Postgres' Pool exhaustion laboratory

A study between single (PgBouncer) and multi-threaded (Odyssey) pools

April 19, 2023 - 4 mins read

Description

ℹ️ To see more details about the code used and the results, see the code here.

This laboratory is a hypothetical scenario, whether application does empty transactions in order to emulate sort of a DoS attack against the pools. The intention here, was to study the behavior of 2 very popuplar Postgres Pools in these cases.

The main difference between both pools relies on how they use CPU resources. PgBouncer is a single-threaded services, whether Odyssey uses multiple and configurable workers. It is expected certain overhead on multi-workers in these cases, and that was the moto of this laboratory.

The intention here is not to choose one or another, but to study in which cases one could use single-threaded or multi-worker pools.

One of the tests, focused on “single per-worker” benchmark performance.

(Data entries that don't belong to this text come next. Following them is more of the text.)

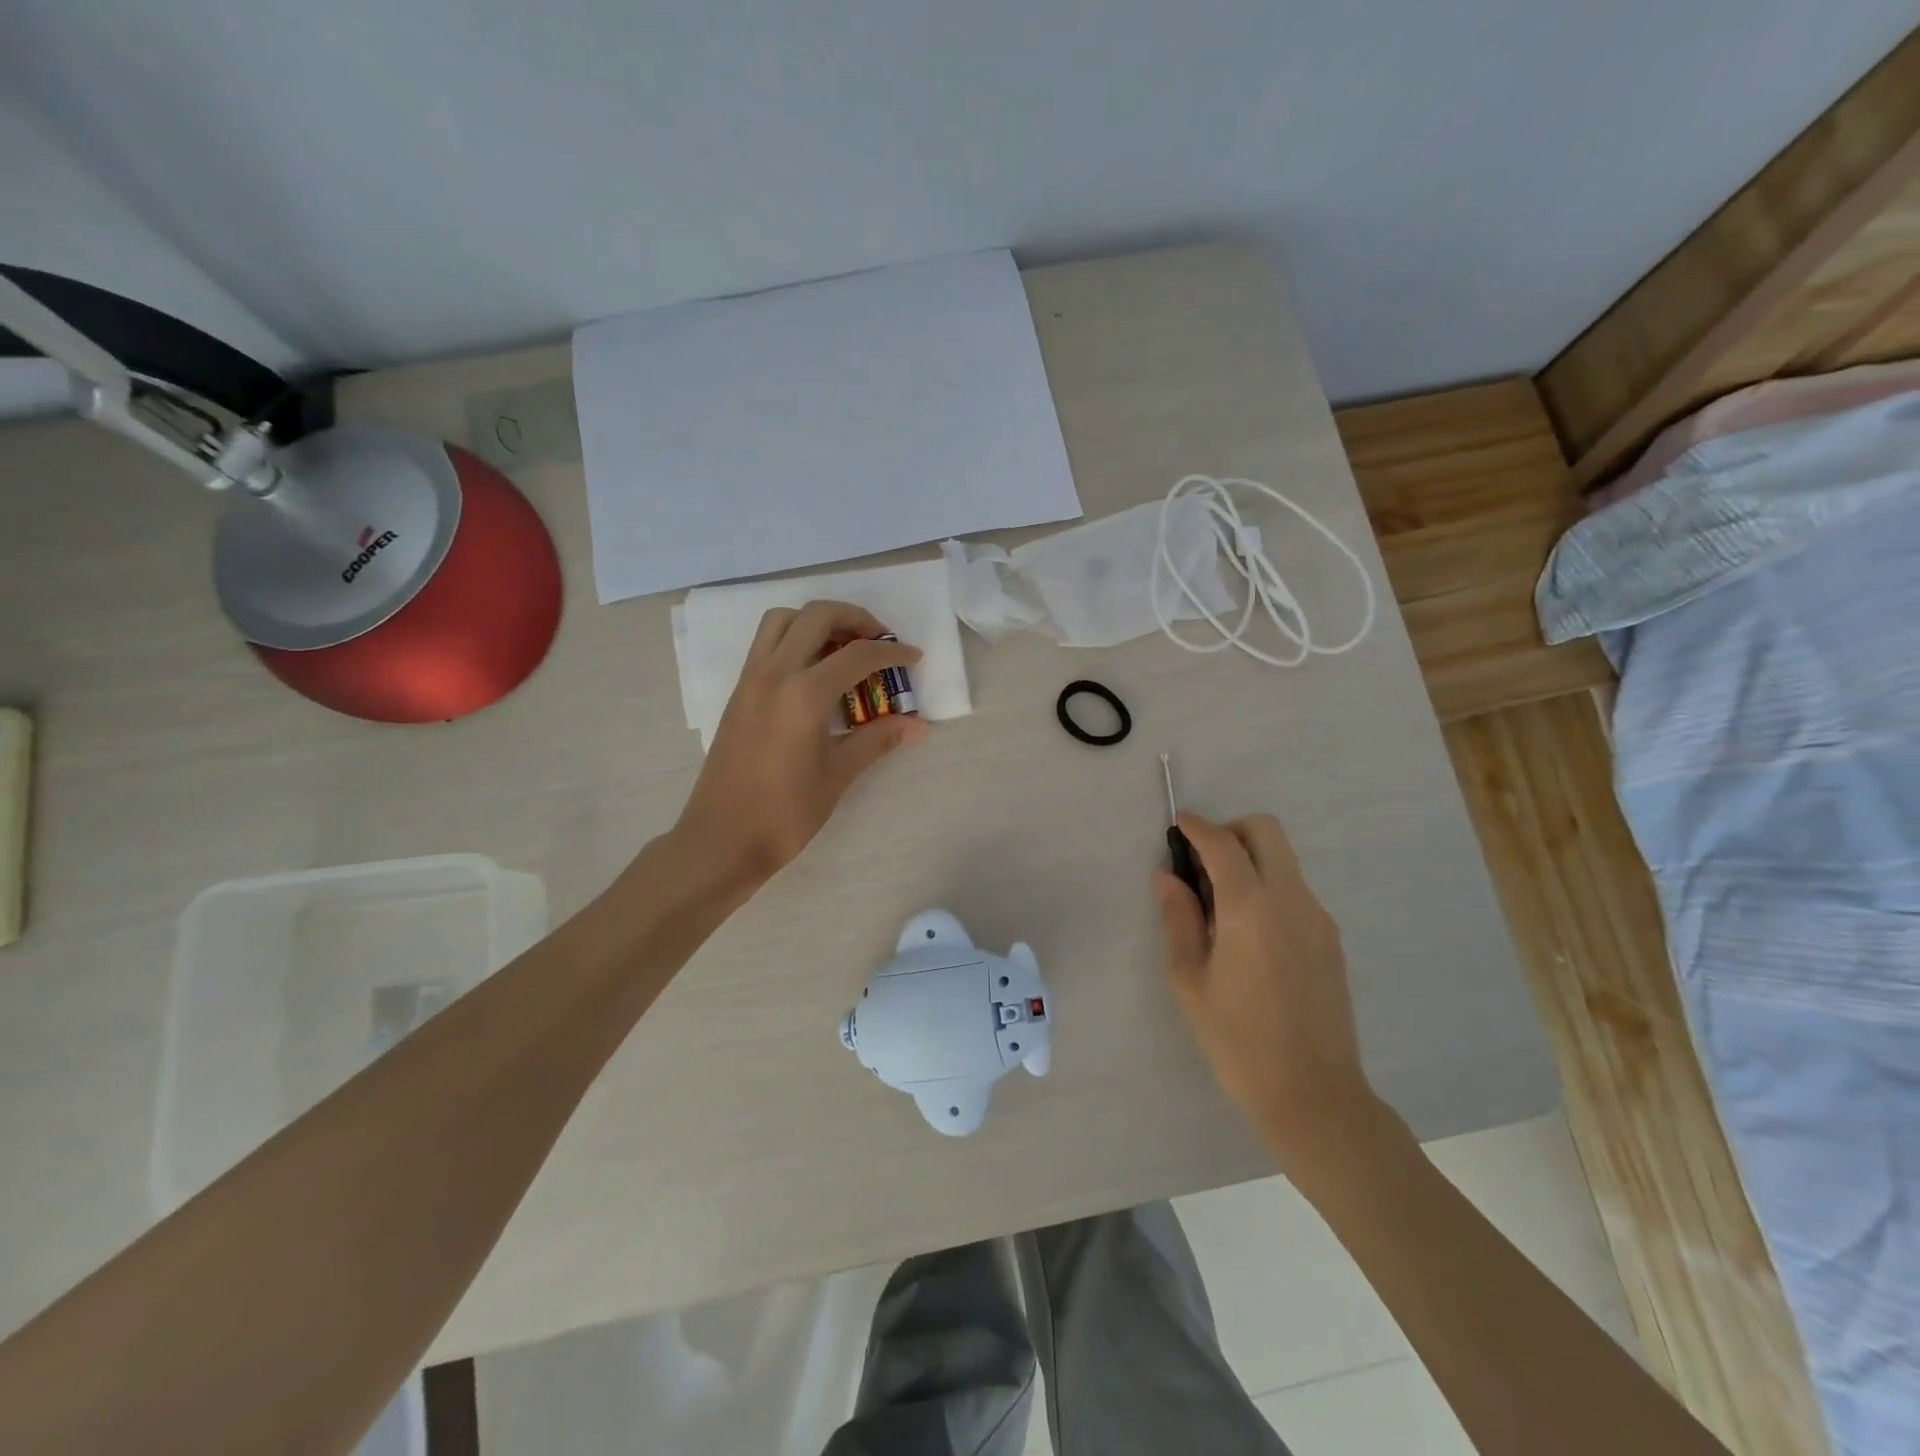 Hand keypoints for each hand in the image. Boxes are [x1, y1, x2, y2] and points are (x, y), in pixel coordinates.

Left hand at [674, 601, 927, 889]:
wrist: (721, 839)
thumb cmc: (784, 813)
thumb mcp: (837, 775)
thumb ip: (877, 741)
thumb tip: (918, 726)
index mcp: (804, 694)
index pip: (857, 655)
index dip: (891, 652)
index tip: (913, 657)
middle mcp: (774, 674)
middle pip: (817, 617)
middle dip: (855, 618)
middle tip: (879, 640)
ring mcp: (750, 680)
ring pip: (783, 620)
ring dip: (817, 621)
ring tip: (843, 647)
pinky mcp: (738, 693)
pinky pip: (766, 644)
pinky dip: (795, 638)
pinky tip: (814, 672)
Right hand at [1156, 812, 1380, 1168]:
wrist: (1313, 1095)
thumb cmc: (1237, 1040)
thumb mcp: (1190, 980)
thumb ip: (1178, 919)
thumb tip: (1167, 877)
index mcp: (1250, 908)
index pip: (1222, 843)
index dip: (1197, 827)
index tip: (1178, 825)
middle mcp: (1291, 899)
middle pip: (1266, 831)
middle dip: (1230, 831)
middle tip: (1201, 863)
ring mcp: (1317, 918)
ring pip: (1283, 859)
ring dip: (1250, 859)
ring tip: (1219, 905)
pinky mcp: (1330, 938)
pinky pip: (1295, 889)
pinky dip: (1267, 886)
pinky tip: (1248, 932)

Of course, in a production environment, it would be a terrible design from HA perspective to have a single worker. The idea was to isolate the worker performance, as in Kubernetes, services can be allocated easily with a CPU Quota across a multl-node cluster orchestration¹. So, creating a pool layer with load balancing is trivial.

In bare-metal setups, that don’t use such orchestration, you need to rely on a scalable pool service layer both horizontally (more computes) and vertically (more Cores). In these cases, is more efficient to rely on services that are stable and can scale vertically automatically.

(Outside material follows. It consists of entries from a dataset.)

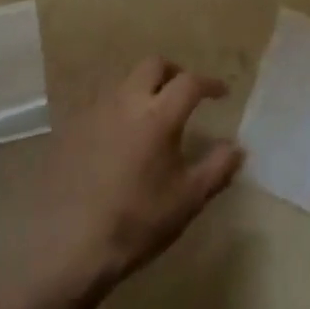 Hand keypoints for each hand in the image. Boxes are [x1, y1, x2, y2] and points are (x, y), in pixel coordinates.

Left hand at [21, 58, 243, 299]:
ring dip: (144, 88)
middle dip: (174, 72)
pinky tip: (120, 134)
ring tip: (153, 113)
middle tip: (184, 93)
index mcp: (158, 115)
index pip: (190, 82)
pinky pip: (102, 102)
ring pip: (125, 81)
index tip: (221, 93)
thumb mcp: (187, 200)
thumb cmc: (137, 221)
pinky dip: (119, 107)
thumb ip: (217, 168)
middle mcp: (126, 100)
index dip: (209, 84)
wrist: (71, 243)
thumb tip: (238, 147)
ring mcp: (95, 110)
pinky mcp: (72, 125)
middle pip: (153, 65) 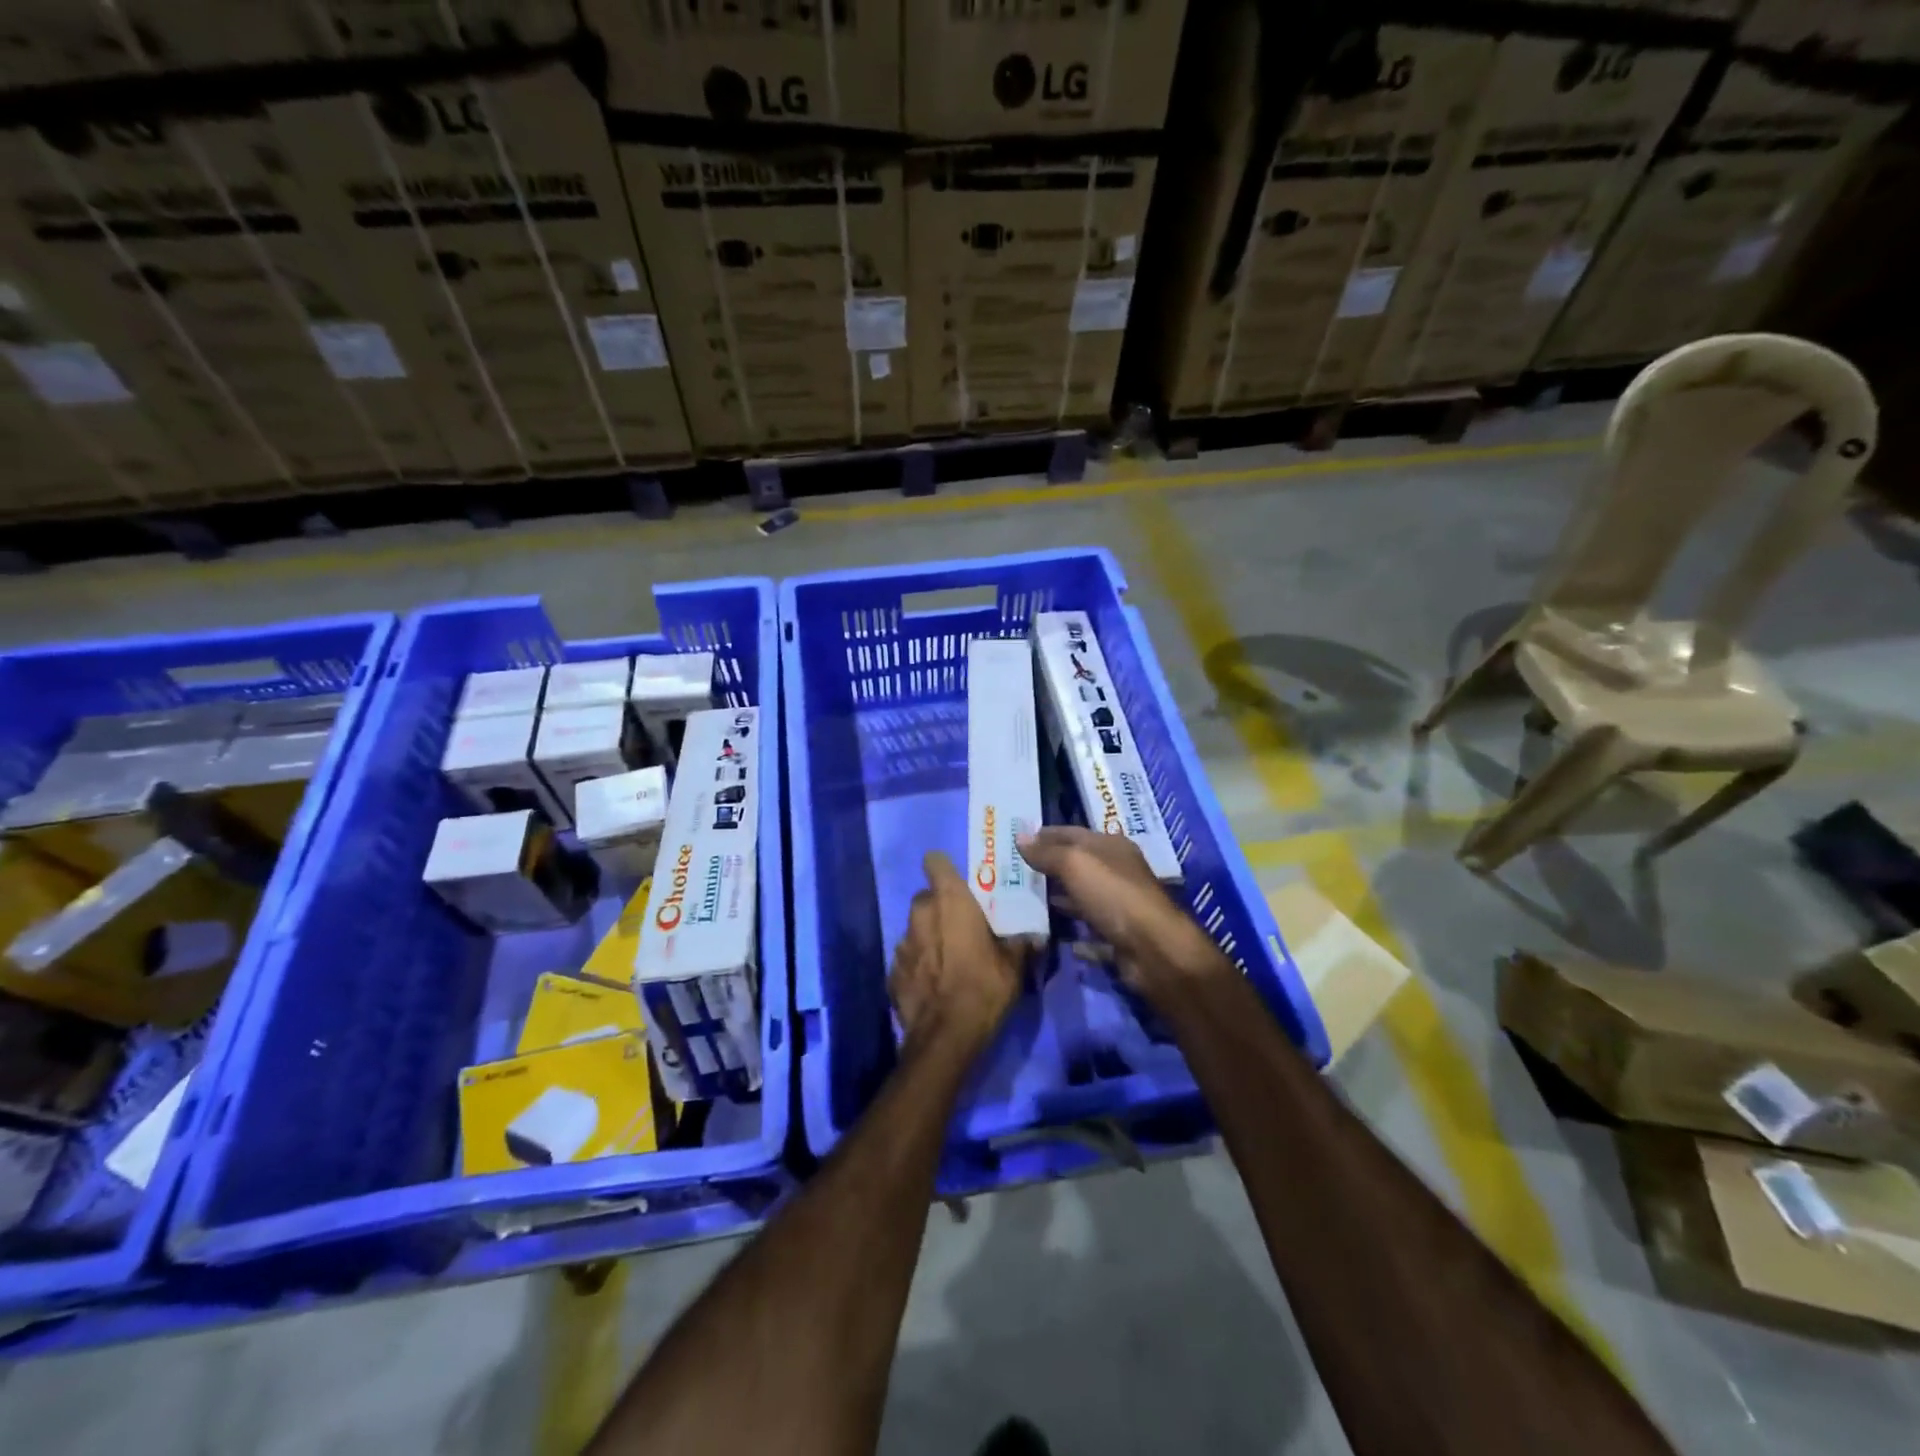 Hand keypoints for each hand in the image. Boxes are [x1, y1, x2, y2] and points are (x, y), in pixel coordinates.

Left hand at [890, 851, 1023, 1055]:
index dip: (944, 869)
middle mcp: (920, 914)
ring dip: (928, 937)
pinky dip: (918, 965)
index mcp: (950, 901)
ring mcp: (901, 943)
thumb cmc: (983, 988)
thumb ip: (1021, 943)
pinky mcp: (892, 972)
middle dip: (940, 907)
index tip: (959, 884)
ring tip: (948, 960)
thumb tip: (1034, 936)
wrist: (945, 1038)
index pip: (935, 862)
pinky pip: (907, 959)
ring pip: (915, 928)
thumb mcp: (1014, 966)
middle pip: (926, 897)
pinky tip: (933, 984)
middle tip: (961, 927)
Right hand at [1015, 827, 1223, 999]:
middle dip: (1048, 865)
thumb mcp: (1075, 864)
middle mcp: (1117, 871)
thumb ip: (1047, 852)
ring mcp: (1119, 904)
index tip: (1016, 840)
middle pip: (1077, 864)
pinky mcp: (1118, 935)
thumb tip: (1020, 838)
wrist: (1152, 948)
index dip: (1045, 834)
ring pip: (1081, 896)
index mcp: (1111, 846)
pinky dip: (1070, 929)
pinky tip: (1047, 932)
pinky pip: (1087, 929)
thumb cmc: (1113, 894)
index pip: (1072, 833)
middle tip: (1013, 870)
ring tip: (1024, 899)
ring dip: (1057, 897)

⚠️ The data on this laboratory is outdated, as new versions have been released from both tools, so conclusions may be inaccurate for newer versions. Although, I do not expect much difference as the architecture of those components haven’t changed radically. The solely purpose of this page, is to document the architecture of the benchmark.

Context

This laboratory a continuation of the PGIbz 2019’s talk about Pooling Performance, and was inspired in the work we have done at Gitlab with the OnGres teams.

We want to repeat the laboratory and publish the results at OnGres in the future. This is just a portfolio of the benchmark architecture.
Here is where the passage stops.